Potremmo anche noi ripetere queste parole che esprimono l’ammirazione della gente dinanzi alla guarigione di un sordomuto operata da Gesù, vedendo la meravigliosa fioritura dell’impegno per la ricomposizione dell’unità dei cristiani.
Ripercorrendo il cammino degli ultimi quarant’anni, sorprende come il Signore ci abbia risvegliato dal torpore dell’autosufficienza e dell’indifferenza; come ci renda sempre più capaci di “ascoltarci” e non soltanto di “sentirci”; come abbia sciolto la nostra lingua, cosicché la preghiera, che eleviamo a Lui, abbia più forza di convinzione per il mondo.
Sì, è vero, il Signore ci ha concesso molte grazie e la luce del suo Spirito ha illuminato tanti testimoni.

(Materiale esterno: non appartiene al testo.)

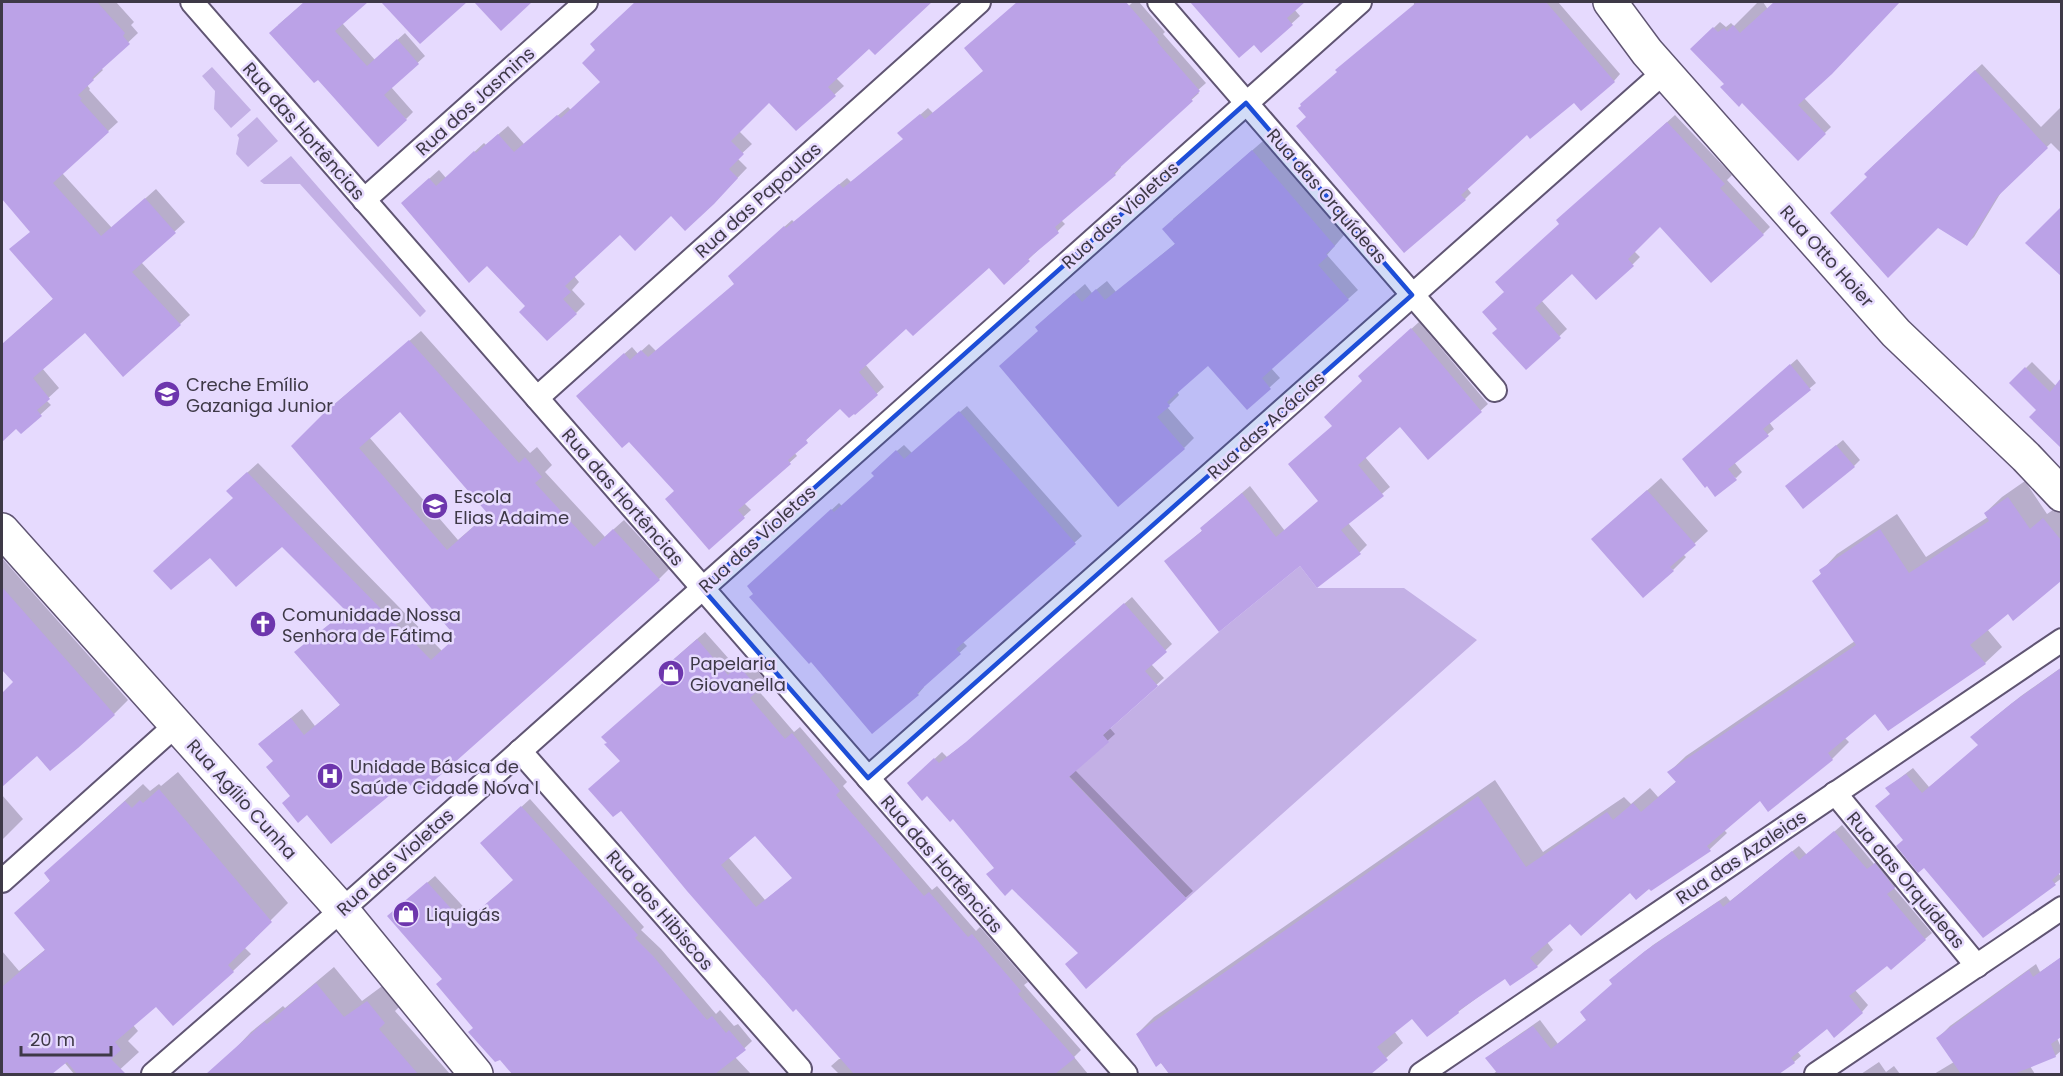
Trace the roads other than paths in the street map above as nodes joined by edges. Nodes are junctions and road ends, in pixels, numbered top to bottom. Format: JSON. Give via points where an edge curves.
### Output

Essi hanno dimostrato che tutto si può ottenere pregando, quando sappiamo obbedire con fiducia e umiltà al comandamento divino dell’amore e aderire all’anelito di Cristo per l’unità di tutti i suoi discepoli.
“La cura di ristabilire l’unione – afferma il Concilio Vaticano II – riguarda tutta la Chiesa, sia i fedeli che i pastori, e tocca ognuno secondo le proprie possibilità, tanto nella vita cristiana di ogni giorno quanto negli studi teologici e storici” ( Unitatis redintegratio, 5 ).

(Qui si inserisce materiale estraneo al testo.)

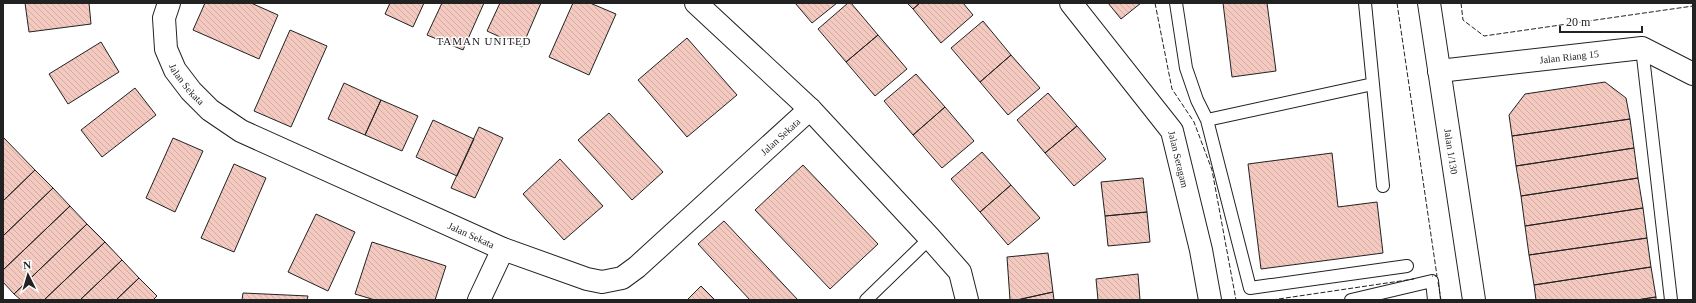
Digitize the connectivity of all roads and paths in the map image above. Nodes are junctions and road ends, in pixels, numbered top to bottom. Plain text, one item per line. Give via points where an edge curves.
1 (169, 3) edge
2 (696, 3) edge
3 (1071, 3) edge
4 (1176, 3) edge
5 (1365, 3) edge
6 (1429, 3) edge
7 (1642, 48) junction
8 (1439, 70) junction
9 (1693, 74) edge
10 (1373, 84) junction
11 (810, 109) junction
12 (1207, 120) junction
13 (1384, 186) dead end
14 (930, 238) junction
15 (503, 249) junction
16 (1407, 266) dead end
17 (479, 300) edge
18 (866, 300) edge
19 (967, 300) edge
20 (1210, 300) edge
21 (1351, 300) edge
22 (1434, 300) edge
23 (1474, 300) edge
24 (1672, 300) edge

1 - 15 street, Jalan Sekata via 164,18 166,49 175,70 210,110 241,131
2 - 11 street, Jalan Sekata
3 - 20 street, Jalan Seragam via 1172,131 1201,250
4 - 12 lane via 1186,68
5 - 10 lane
6 - 8 street, Jalan 1/130
7 - 8 street, Jalan Riang 15
7 - 9 street
7 - 24 lane
8 - 23 street, Jalan 1/130
10 - 12 lane
10 - 13 lane
11 - 14 street, Jalan Sekata
11 - 15 street, Jalan Sekata via 643,262 622,278 602,282 587,279
12 - 16 lane via 1250,288
14 - 18 lane
14 - 19 street, Jalan Sekata via 960,272
15 - 17 street
21 - 22 lane via 1432,281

Il primo comune dovere è quello della preghiera.
Pregando, e pregando insieme, i cristiani diventano più consapevoli del loro stato di fratelli, anche se ancora divisi; e, pregando impariamo meglio ad ascoltare il Signore, perché solo ascoltando il Signore e seguendo la sua voce possiamo trovare la strada dell’unità.
L’ecumenismo, certamente, è un processo lento, a volte forse anche scoraggiante quando si cede alla tentazione di “sentire” e non “ascoltare”, di parlare a mezza bocca, invece di proclamare con coraggio.
Non è facile abbandonare una “comoda sordità”, come se il Vangelo immutato non avesse la capacità di rifiorire, riaffermandosi quale provvidenziale lievito di conversione e di rinnovamento spirituale per ognuno di noi.
L’ecumenismo – ho detto – è un processo lento, è una strada lenta e in salita, come ogni strada di pentimento.
Un cammino però che, dopo le iniziali difficoltà e proprio in esse, presenta anche ampi spazi di gioia, soste rinfrescanti, e permette di tanto in tanto di respirare a pieni polmoni l’aria purissima della piena comunione.
L’esperienza di questi ultimi decenni, dopo il Concilio Vaticano II, dimostra che la ricerca dell’unità tra i cristiani si compie a svariati livelli e in innumerevoli circostanze: nelle parrocchie, negli ospedali, nei contatti tra la gente, nella collaborazione tra le comunità locali in ogni parte del mondo, e specialmente nelle regioni dove compiere un gesto di buona volontà nei confronti del fratello richiede un grande sforzo ed anche una purificazione della memoria.
In questo contesto di speranza, costellato di concreti passi verso la piena comunione dei cristiani, si collocano anche gli incontri e gli eventi che segnano costantemente il mio ministero, il ministero del Vescovo di Roma, Pastore della Chiesa universale.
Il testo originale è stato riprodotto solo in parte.